**What to produce:** Of the lines in the listing below, count those containing "Dandaou". Provide the count and nothing else.

**Record excerpts:**

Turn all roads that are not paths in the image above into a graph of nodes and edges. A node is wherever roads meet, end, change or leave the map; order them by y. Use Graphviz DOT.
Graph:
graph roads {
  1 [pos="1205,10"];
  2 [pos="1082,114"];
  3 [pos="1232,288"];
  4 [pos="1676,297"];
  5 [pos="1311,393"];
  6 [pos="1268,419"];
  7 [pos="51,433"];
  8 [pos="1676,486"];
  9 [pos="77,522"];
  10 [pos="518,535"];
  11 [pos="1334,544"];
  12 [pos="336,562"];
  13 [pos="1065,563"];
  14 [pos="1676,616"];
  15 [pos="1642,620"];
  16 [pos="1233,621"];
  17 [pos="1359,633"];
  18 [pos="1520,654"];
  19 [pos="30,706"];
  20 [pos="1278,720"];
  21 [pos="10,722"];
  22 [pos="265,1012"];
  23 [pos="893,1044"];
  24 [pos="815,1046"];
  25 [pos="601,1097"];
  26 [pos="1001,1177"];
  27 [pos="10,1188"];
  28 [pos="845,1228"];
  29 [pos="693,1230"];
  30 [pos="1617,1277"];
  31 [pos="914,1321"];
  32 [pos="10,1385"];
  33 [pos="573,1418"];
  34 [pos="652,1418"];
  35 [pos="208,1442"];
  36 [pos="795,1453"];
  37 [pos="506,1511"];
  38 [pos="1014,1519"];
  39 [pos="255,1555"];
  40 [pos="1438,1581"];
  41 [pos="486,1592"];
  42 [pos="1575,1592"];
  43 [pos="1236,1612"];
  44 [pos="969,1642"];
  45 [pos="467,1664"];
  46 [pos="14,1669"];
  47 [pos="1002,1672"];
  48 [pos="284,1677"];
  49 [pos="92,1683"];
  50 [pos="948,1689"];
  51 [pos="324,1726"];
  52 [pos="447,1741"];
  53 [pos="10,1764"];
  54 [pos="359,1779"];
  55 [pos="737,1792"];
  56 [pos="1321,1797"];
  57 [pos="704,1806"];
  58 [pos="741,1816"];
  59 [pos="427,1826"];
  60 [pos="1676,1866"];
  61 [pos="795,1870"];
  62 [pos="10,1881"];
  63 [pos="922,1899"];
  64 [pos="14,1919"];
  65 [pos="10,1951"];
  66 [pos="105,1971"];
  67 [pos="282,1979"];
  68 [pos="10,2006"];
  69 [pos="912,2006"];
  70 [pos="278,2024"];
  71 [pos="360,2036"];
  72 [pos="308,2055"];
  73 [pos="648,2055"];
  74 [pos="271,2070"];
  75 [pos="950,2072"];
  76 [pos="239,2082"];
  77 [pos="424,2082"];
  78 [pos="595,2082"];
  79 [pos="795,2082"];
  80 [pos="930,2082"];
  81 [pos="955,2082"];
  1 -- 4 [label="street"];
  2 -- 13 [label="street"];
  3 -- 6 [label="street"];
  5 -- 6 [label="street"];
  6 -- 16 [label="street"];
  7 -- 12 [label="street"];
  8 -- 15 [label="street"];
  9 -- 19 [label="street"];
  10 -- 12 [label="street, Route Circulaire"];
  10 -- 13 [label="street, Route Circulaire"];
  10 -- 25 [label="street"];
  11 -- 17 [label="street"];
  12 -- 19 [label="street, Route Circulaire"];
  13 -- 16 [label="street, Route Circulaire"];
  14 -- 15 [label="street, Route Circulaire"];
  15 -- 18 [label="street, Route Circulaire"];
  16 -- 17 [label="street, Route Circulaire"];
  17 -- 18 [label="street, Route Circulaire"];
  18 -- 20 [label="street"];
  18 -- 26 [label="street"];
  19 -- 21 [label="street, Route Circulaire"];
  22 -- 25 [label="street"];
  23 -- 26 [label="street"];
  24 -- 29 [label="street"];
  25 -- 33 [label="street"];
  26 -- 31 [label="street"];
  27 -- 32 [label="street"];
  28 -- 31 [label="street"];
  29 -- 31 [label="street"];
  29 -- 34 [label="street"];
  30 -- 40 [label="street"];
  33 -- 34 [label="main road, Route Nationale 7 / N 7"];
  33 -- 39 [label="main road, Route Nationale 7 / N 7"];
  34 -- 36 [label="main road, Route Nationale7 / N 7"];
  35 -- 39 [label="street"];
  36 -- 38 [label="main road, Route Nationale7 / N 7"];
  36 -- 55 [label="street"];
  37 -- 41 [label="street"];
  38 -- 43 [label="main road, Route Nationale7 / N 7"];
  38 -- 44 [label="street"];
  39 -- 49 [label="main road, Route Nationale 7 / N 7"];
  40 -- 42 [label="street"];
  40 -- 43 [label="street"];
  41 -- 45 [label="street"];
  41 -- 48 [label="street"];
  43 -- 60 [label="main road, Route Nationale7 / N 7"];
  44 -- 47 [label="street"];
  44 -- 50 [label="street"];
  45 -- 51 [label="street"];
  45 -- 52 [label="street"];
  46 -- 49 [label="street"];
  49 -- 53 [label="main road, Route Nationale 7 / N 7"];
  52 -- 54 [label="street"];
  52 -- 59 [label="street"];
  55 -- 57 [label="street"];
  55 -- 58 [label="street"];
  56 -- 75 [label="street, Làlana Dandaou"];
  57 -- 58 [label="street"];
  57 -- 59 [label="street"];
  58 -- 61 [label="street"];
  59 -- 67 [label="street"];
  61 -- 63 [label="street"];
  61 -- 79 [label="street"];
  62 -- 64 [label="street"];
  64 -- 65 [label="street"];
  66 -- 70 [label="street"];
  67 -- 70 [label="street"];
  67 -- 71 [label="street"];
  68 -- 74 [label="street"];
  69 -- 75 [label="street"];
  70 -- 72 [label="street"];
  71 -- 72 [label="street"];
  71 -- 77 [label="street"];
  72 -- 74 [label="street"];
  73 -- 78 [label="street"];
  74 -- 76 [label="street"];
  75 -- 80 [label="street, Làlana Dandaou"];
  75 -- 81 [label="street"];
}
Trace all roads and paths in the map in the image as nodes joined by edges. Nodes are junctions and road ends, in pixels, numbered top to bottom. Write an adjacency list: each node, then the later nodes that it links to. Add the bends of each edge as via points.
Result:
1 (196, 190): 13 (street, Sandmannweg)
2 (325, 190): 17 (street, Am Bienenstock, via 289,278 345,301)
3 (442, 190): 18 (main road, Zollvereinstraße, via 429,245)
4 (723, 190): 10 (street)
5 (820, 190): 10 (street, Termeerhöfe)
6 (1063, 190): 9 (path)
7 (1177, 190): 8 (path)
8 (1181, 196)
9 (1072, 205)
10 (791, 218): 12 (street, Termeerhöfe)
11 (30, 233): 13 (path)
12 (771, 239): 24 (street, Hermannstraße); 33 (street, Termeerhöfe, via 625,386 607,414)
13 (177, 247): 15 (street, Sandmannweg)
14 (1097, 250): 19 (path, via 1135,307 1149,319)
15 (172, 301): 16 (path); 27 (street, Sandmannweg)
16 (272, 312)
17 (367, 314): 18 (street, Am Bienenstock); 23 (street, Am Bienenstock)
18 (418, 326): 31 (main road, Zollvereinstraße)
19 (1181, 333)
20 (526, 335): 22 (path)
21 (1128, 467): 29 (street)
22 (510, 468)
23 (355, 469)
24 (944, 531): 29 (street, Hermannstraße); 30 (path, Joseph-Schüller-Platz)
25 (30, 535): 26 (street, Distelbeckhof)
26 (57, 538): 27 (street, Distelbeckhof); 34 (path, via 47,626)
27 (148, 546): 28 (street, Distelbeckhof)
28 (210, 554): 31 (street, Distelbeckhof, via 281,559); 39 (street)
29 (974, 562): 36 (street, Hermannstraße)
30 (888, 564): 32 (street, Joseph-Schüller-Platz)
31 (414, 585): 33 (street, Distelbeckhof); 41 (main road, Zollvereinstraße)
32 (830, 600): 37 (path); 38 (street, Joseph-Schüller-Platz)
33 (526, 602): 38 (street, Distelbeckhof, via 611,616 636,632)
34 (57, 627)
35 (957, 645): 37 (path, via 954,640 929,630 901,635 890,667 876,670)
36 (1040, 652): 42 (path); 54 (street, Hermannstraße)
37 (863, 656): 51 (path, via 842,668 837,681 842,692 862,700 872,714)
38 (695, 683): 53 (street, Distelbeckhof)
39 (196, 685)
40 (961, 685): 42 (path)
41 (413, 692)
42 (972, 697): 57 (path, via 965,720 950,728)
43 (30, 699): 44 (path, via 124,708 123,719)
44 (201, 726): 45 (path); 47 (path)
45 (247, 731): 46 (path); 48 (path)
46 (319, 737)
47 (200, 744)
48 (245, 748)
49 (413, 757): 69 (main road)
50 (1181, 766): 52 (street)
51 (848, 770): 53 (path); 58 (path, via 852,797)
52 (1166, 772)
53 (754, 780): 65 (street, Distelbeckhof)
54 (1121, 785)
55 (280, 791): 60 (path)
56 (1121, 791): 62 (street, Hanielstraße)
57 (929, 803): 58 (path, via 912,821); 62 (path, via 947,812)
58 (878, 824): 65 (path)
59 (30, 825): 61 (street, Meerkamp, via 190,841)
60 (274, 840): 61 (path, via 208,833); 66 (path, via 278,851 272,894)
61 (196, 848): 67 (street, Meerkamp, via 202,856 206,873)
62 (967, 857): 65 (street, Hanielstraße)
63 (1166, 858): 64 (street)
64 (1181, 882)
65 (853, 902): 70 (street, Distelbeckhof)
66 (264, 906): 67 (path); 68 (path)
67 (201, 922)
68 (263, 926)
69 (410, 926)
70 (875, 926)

**Written response:** 2